_WHAT THE TASK REQUIRES_. Extract every line from the records below that contains the word "Fairfax".

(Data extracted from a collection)
= = = =

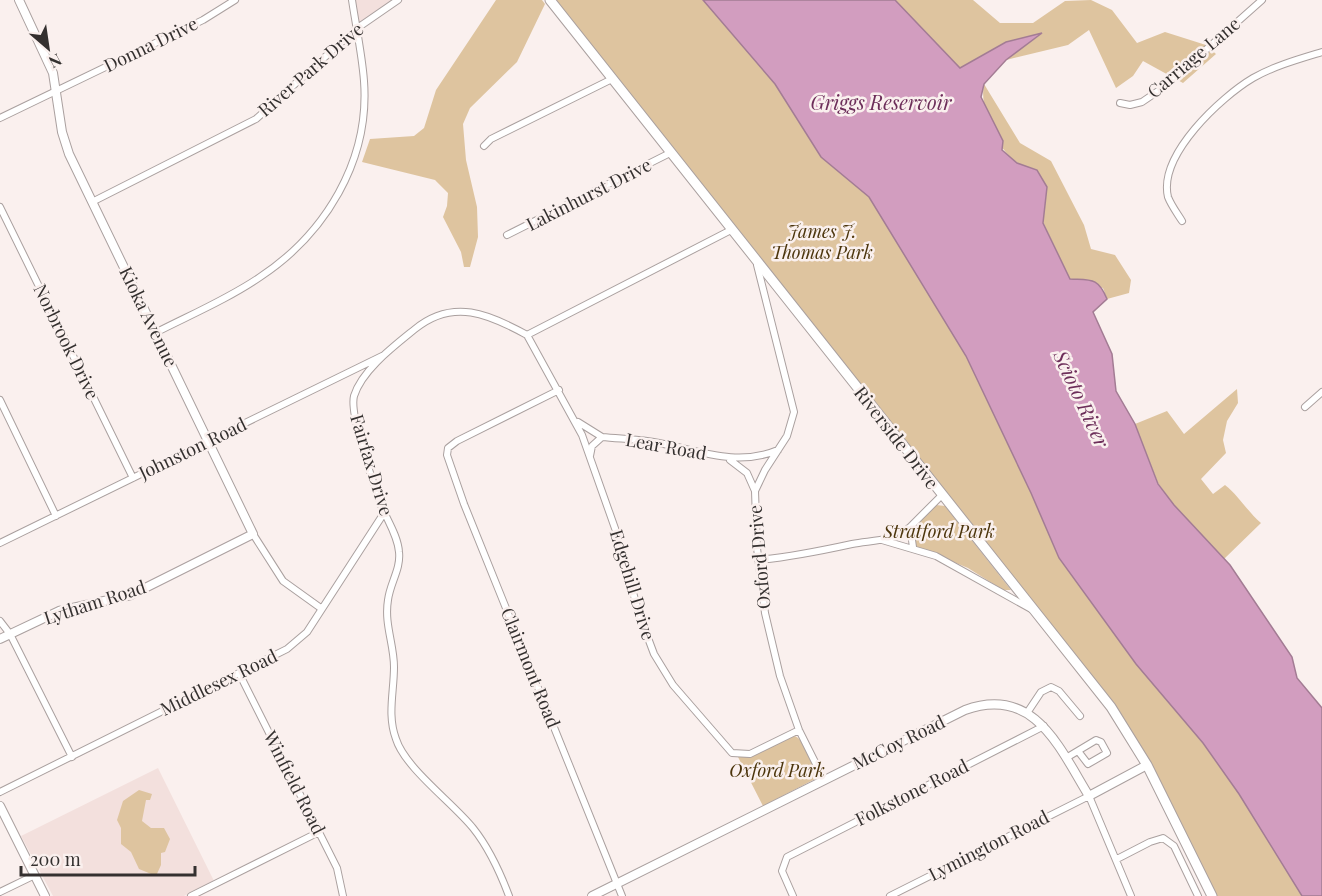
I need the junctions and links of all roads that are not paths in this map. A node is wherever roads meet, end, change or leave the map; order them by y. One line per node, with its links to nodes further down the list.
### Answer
1 (19, 0): 10 (street, Kioka Avenue)
2 (235, 0): 10 (street, Donna Drive)
3 (352, 0): 7 (street)
4 (398, 0): 7 (street, River Park Drive)
5 (550, 0): 9 (main road, Riverside Drive)
6 (1262, 0): 11 (street, Carriage Lane)
7 (356, 29): 15 (street, River Park Drive); 21 (street)
8 (1322, 52): 17 (street)
9 (612, 79): 13 (street); 14 (main road, Riverside Drive)
10 (58, 90): 12 (street, Donna Drive); 15 (street, Kioka Avenue)
11 (1120, 103)
12 (0, 118)
13 (484, 146)
14 (670, 153): 18 (main road, Riverside Drive); 19 (street, Lakinhurst Drive)
15 (92, 202): 21 (street, Kioka Avenue)
16 (0, 207): 34 (street, Norbrook Drive)
17 (1182, 221)
18 (731, 230): 20 (main road, Riverside Drive); 22 (street)
19 (507, 236)
20 (758, 265): 31 (street, Oxford Drive); 36 (main road, Riverside Drive)
21 (155, 333): 30 (street, Kioka Avenue)
22 (527, 334): 23 (street, Fairfax Drive); 24 (street, Edgehill Drive)
23 (386, 354): 30 (street, Johnston Road); 37 (street, Fairfax Drive)
24 (559, 390): 28 (street, Edgehill Drive); 66 (street, Clairmont Road)
25 (1322, 392): 27 (street)
26 (0, 400): 38 (street)
27 (1305, 407)
28 (574, 419): 29 (street, Lear Road); 32 (street, Edgehill Drive)
29 (602, 437): 32 (street, Lear Road); 33 (street, Lear Road)
30 (209, 441): 34 (street, Johnston Road); 40 (street, Kioka Avenue)
31 (778, 450): 33 (street, Lear Road); 35 (street, Oxford Drive)
32 (590, 456): 54 (street, Edgehill Drive)
33 (730, 459): 35 (street, Lear Road)
34 (133, 478): 38 (street, Johnston Road)
35 (755, 491): 44 (street, Oxford Drive)
36 (942, 495): 39 (street); 46 (main road, Riverside Drive)
37 (384, 513): 45 (street, Middlesex Road); 71 (street, Fairfax Drive)
38 (56, 516): 42 (street, Johnston Road)
39 (910, 527): 41 (street); 43 (street)
40 (253, 534): 45 (street, Kioka Avenue); 48 (street, Lytham Road)
41 (882, 540): 43 (street); 44 (street)
42 (0, 543)
43 (913, 547): 46 (street)
44 (758, 560): 54 (street, Oxford Drive)
45 (322, 609): 50 (street, Middlesex Road)
46 (1034, 611): 58 (main road, Riverside Drive)
47 (0, 621): 48 (street)
48 (10, 634): 49 (street, Lytham Road); 56 (street)
49 (0, 639)
50 (239, 673): 56 (street, Middlesex Road); 63 (street, Winfield Road)
51 (1027, 712): 52 (street); 53 (main road, McCoy Road); 59 (main road, McCoy Road)
52 (1080, 716)
53 (1044, 726): 57 (main road, McCoy Road); 74 (street, Folkstone Road)
54 (800, 730): 59 (street, Oxford Drive)
55 (1078, 751): 55 (street); 57 (street)
56 (72, 757): 60 (street, Middlesex Road)
57 (1066, 758): 61 (main road, McCoy Road)
58 (1147, 765): 61 (main road); 78 (main road, Riverside Drive)
59 (824, 780): 66 (main road, McCoy Road)
60 (0, 792)
61 (1089, 796): 64 (street); 75 (street, Lymington Road)
62 (0, 806): 65 (street)
63 (319, 832): 69 (street); 70 (street, Winfield Road)
64 (1117, 859): 76 (street); 77 (street)
65 (35, 875): 67 (street); 68 (street)
66 (616, 884): 72 (main road, McCoy Road); 73 (street, Clairmont Road)
67 (0, 892)
68 (45, 896)
69 (191, 896)
70 (343, 896)
71 (509, 896)
72 (592, 896)
73 (622, 896)
74 (793, 896)
75 (890, 896)
76 (1131, 896)
77 (1198, 896)
78 (1212, 896)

= = = =

_SOLUTION TO THIS PROBLEM_.
22 (527, 334): 23 (street, Fairfax Drive); 24 (street, Edgehill Drive)
23 (386, 354): 30 (street, Johnston Road); 37 (street, Fairfax Drive)
37 (384, 513): 45 (street, Middlesex Road); 71 (street, Fairfax Drive)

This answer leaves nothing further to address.